Miscellaneous Piping

Spiral-wound and kammprofile gaskets (grooved)

Both spiral-wound as well as kammprofile (derived from the German word ''Kamm''=comb) or grooved gaskets are used in various applications such as refineries, petrochemical plants, powert plants etc. Over the past few years, the use of kammprofile gaskets have seemed to gain momentum over the conventional spiral-wound gaskets, since they tend to provide tighter sealing and increased service life.

Spiral-wound gaskets

They basically consist of alternating plies of compressible filler material and a metallic strip (winding) wrapped in a way similar to the grooves of a phonograph record. The most common method for centering this type of gasket is through the use of a metal outer ring. Besides serving the role of centering the gasket, this metal outer ring also limits the gasket's compression. Once the gasket is installed, the filler material is pushed between the plies, thus creating a seal between the flange mating surfaces, also covering any imperfections.

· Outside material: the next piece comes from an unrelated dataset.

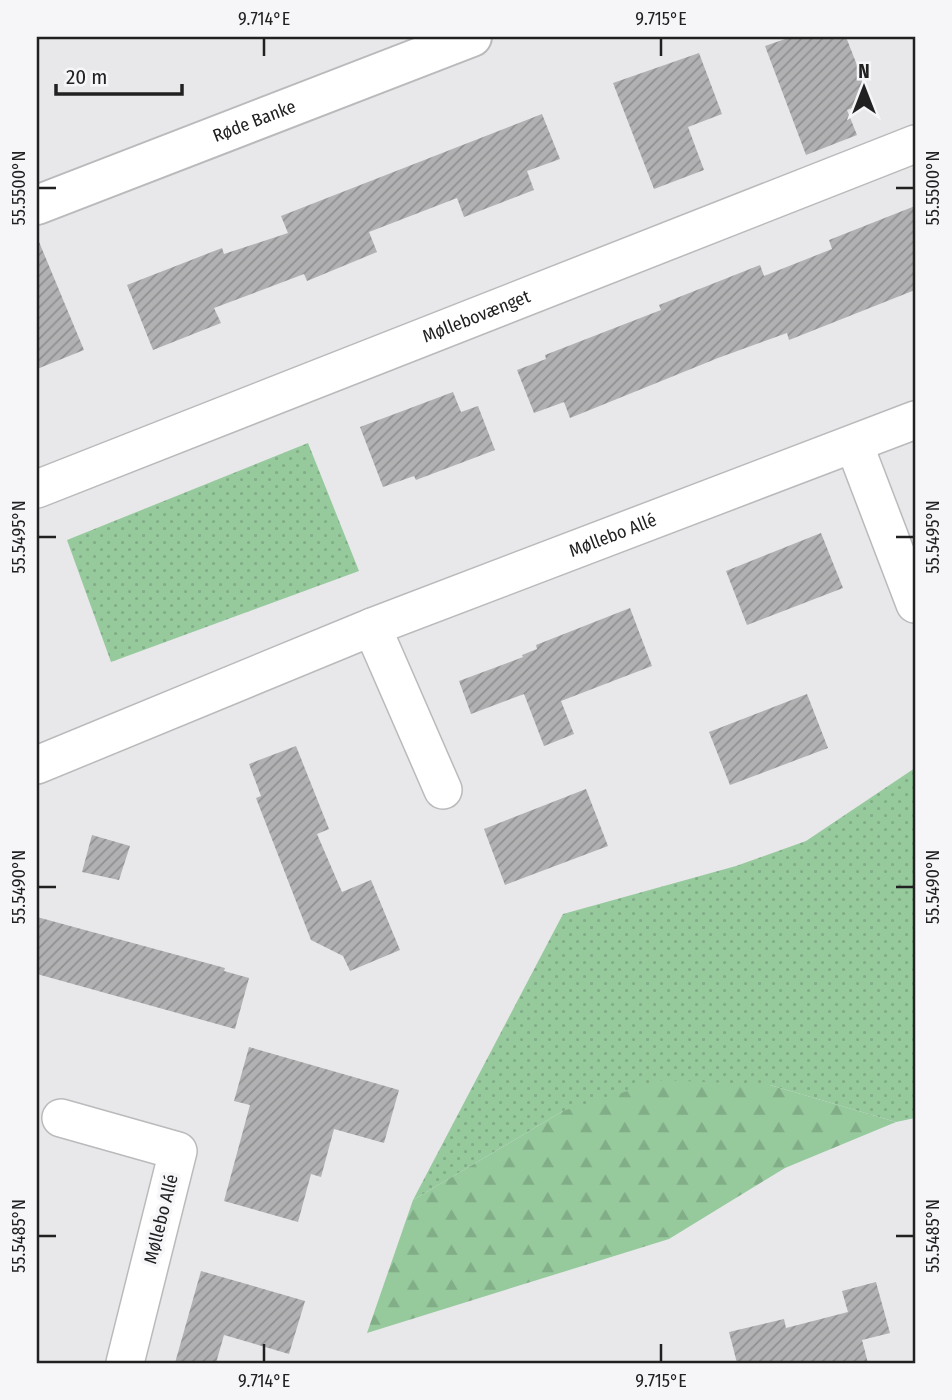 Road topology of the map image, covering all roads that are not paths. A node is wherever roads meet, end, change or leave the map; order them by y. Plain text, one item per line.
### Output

Initially, a common filler material used in gaskets was asbestos. However, due to health-related issues, use of asbestos is no longer allowed and other materials like rubber, PTFE, graphite etc have replaced use of asbestos nowadays.

Spiral-wound gasket dimensions and sizes for ASME B16.5 (flanges up to 24 inches nominal size) and ASME B16.47 flanges (flanges with a nominal size equal or bigger than 26 inches) are stipulated in ASME B16.20 standard (''Metallic gaskets for Pipe Flanges'').

Spiral-wound gaskets present some disadvantages:
- They are very susceptibe to damage and prone to ''springing'' when dropped, bumped or not properly handled.
- Large size gaskets tend to be very dificult to handle, since their windings have a tendency of coming out.
- Quite often, it may be necessary to equip them with inner rings as well. If inner rings are not supplied, then the windings run the risk of buckling, thus considerably reducing the load that can be safely imposed and maintained on them. Adding an inner ring gives an additional compression limiting stop and provides a heat and corrosion barrier protecting gasket windings and preventing flange erosion. It is usual to select inner ring material to be the same as the metal winding.

Typical spiral-wound gasket components

Kammprofile gaskets

Kammprofile gaskets were first developed in Germany and following DIN 2697 standard approximately 40 years ago. They consist of a solid metal core with concentric serrations and faced with a non-metallic material like graphite, various types of PTFE etc.

Typical kammprofile (grooved) gasket cross section

Once the gasket is installed, the soft non-metallic material is forced into the metal core serrated grooves. As a result, as the compressive stress increases, multiple concentric high-pressure seals are created along the gasket face surface.

Brief comparison

Unlike a spiral-wound gasket, all of the compressive force is exerted on the kammprofile graphite facing, thuse resulting in a very tight seal. Since the kammprofile is basically solid metal, as opposed to alternating plies of metal and filler applied at spiral-wound gaskets, it is extremely resilient and easy to handle even in large diameters.
Kammprofile gaskets compress significantly less than spiral-wound gaskets, approximately in the order of 0.022 inches in comparison to average 0.050 inches for spiral-wound gaskets. As a result, kammprofile gaskets load more quickly with reduced risk of non-parallel flanges.

Price-wise, kammprofile gaskets are significantly more expensive. However, their increased upfront costs can be compensated by avoiding costly, unscheduled outages and loss of production.

Spiral-wound gaskets may have a small advantage in case the mating flanges are too close and if the gasket is expected to be susceptible to mechanical damage or abuse during installation, since the graphite facing is more vulnerable to mechanical damage. Likewise, in some occasions, spiral-wound gaskets may be more resistant to oxidation, since the windings keep the graphite in place and protect it.

On the other hand, kammprofile gaskets are more tolerant to sealing surface defects and seal more effectively in fugitive emissions services.

Summing up, although there appears to be a shift towards the use of kammprofile years in the last years, the choice is not always clear and could finally come down to personal preference.
In any case, when properly manufactured and installed, both gasket types provide reliable seal arrangements.